Collected data:
▬▬▬▬▬▬

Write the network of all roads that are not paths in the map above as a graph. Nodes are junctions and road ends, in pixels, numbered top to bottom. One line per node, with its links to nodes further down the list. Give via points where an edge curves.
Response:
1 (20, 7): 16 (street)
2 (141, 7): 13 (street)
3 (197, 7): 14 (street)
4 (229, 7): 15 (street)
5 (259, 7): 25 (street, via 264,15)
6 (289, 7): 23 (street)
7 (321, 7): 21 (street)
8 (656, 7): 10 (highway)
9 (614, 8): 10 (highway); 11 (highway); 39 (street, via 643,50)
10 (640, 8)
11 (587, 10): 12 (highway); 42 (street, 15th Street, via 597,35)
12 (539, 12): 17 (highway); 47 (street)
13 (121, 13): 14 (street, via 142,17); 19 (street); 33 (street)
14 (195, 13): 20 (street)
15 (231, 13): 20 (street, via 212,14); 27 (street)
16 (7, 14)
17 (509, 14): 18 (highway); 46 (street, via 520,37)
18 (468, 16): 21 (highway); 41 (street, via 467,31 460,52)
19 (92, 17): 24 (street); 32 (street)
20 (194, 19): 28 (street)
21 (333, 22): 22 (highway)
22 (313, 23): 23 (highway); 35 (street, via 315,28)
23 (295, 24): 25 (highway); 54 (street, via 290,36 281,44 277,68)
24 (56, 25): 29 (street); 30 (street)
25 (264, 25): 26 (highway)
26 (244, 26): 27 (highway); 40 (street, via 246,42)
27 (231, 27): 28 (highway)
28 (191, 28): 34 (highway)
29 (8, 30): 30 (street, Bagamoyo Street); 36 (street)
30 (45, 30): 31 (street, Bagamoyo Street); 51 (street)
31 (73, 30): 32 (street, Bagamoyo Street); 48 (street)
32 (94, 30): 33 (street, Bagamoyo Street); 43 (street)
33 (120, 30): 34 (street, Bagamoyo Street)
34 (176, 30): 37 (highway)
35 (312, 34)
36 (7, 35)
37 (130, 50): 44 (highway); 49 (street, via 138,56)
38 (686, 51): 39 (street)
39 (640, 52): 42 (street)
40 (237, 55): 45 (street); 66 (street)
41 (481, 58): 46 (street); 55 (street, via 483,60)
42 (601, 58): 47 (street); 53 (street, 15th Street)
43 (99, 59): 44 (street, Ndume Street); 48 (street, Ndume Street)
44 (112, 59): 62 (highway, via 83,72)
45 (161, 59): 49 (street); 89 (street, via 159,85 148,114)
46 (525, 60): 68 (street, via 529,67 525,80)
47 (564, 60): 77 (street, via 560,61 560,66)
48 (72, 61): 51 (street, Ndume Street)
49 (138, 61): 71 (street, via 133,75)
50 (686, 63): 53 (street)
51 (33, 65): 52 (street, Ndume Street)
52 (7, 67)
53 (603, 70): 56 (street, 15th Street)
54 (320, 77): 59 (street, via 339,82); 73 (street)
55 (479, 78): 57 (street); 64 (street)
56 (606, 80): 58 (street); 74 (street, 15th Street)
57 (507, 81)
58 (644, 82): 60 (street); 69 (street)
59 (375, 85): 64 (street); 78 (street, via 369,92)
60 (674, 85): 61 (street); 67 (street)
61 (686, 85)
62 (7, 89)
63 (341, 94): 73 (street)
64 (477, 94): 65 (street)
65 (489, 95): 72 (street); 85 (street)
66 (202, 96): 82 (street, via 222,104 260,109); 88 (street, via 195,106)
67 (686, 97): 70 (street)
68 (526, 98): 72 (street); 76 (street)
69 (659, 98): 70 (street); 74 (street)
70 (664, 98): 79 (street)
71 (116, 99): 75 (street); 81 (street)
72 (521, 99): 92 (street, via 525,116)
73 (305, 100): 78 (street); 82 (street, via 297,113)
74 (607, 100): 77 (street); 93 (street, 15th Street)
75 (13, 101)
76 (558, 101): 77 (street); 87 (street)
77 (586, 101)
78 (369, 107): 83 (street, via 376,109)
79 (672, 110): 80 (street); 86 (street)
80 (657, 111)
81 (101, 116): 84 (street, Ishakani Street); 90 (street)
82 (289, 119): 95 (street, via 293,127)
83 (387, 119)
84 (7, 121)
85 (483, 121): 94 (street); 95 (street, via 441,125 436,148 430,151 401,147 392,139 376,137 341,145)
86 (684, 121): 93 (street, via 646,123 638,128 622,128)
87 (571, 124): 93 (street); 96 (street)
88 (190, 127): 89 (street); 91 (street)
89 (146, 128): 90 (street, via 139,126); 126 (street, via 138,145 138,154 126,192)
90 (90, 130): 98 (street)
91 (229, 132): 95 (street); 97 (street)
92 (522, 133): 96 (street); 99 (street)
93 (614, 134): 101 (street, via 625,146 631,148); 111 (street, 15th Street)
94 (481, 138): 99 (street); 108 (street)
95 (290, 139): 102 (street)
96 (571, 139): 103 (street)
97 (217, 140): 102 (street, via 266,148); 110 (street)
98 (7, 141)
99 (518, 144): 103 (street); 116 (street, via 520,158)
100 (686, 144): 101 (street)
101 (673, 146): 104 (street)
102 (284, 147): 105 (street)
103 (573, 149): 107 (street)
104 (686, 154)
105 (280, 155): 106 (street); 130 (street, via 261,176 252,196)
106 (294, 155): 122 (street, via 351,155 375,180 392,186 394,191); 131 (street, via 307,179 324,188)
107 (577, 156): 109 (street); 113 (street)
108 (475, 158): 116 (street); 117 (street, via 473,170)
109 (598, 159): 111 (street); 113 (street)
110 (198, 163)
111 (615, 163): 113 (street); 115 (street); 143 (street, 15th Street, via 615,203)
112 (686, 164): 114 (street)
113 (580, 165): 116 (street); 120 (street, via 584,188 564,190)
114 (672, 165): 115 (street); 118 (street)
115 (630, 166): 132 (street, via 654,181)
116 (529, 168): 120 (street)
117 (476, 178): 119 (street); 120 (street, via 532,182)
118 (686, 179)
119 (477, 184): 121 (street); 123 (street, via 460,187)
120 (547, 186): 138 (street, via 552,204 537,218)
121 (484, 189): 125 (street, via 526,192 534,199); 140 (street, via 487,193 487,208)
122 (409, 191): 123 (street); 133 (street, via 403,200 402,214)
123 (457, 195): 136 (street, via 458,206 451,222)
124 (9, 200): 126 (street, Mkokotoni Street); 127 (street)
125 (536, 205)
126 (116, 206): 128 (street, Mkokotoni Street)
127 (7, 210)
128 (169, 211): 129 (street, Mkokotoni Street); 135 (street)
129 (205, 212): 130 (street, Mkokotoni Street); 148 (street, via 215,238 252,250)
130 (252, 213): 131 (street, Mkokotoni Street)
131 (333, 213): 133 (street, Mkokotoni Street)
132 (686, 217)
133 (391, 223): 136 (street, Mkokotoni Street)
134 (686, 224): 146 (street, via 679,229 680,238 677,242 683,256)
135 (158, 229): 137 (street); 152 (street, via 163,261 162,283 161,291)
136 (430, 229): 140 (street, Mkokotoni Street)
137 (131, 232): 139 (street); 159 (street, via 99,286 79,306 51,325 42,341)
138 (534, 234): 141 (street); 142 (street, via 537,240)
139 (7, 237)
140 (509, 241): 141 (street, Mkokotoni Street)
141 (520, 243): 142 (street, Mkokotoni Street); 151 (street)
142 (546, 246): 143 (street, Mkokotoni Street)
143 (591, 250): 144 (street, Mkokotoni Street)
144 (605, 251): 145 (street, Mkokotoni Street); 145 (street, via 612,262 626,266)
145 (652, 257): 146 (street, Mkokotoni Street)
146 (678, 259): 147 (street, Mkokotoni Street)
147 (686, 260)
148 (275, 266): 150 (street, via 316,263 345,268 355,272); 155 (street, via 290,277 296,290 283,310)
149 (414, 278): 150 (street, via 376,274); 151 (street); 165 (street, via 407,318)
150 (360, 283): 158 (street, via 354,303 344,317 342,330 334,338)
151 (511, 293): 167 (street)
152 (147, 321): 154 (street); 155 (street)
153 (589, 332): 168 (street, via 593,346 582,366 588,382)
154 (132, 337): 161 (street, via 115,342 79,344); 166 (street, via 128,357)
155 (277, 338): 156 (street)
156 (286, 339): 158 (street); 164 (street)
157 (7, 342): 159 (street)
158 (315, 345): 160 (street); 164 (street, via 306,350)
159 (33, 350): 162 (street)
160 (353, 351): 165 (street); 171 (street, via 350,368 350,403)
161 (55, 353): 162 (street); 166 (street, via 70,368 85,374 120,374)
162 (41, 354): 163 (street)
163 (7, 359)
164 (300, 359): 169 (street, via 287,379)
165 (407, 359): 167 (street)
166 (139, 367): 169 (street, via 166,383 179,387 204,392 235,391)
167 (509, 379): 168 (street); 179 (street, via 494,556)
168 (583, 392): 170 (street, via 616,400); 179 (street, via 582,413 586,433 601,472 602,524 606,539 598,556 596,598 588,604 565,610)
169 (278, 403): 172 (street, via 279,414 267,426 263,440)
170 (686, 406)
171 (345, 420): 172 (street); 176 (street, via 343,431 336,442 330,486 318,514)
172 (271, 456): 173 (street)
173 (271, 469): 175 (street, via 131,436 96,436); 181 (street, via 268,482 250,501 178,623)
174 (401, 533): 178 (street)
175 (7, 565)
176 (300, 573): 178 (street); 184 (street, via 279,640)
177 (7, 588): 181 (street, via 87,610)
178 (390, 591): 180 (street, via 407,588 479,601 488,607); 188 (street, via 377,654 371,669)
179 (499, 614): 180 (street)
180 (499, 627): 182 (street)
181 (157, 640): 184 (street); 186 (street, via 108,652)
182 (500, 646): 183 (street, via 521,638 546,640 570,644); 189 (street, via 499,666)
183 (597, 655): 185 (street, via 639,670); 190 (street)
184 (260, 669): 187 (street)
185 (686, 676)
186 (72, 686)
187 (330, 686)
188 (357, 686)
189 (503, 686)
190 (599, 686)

▬▬▬▬▬▬

Aim of the exercise:
Return only the number of lines in the data above that include the word "Bagamoyo".

Result of this exercise:
5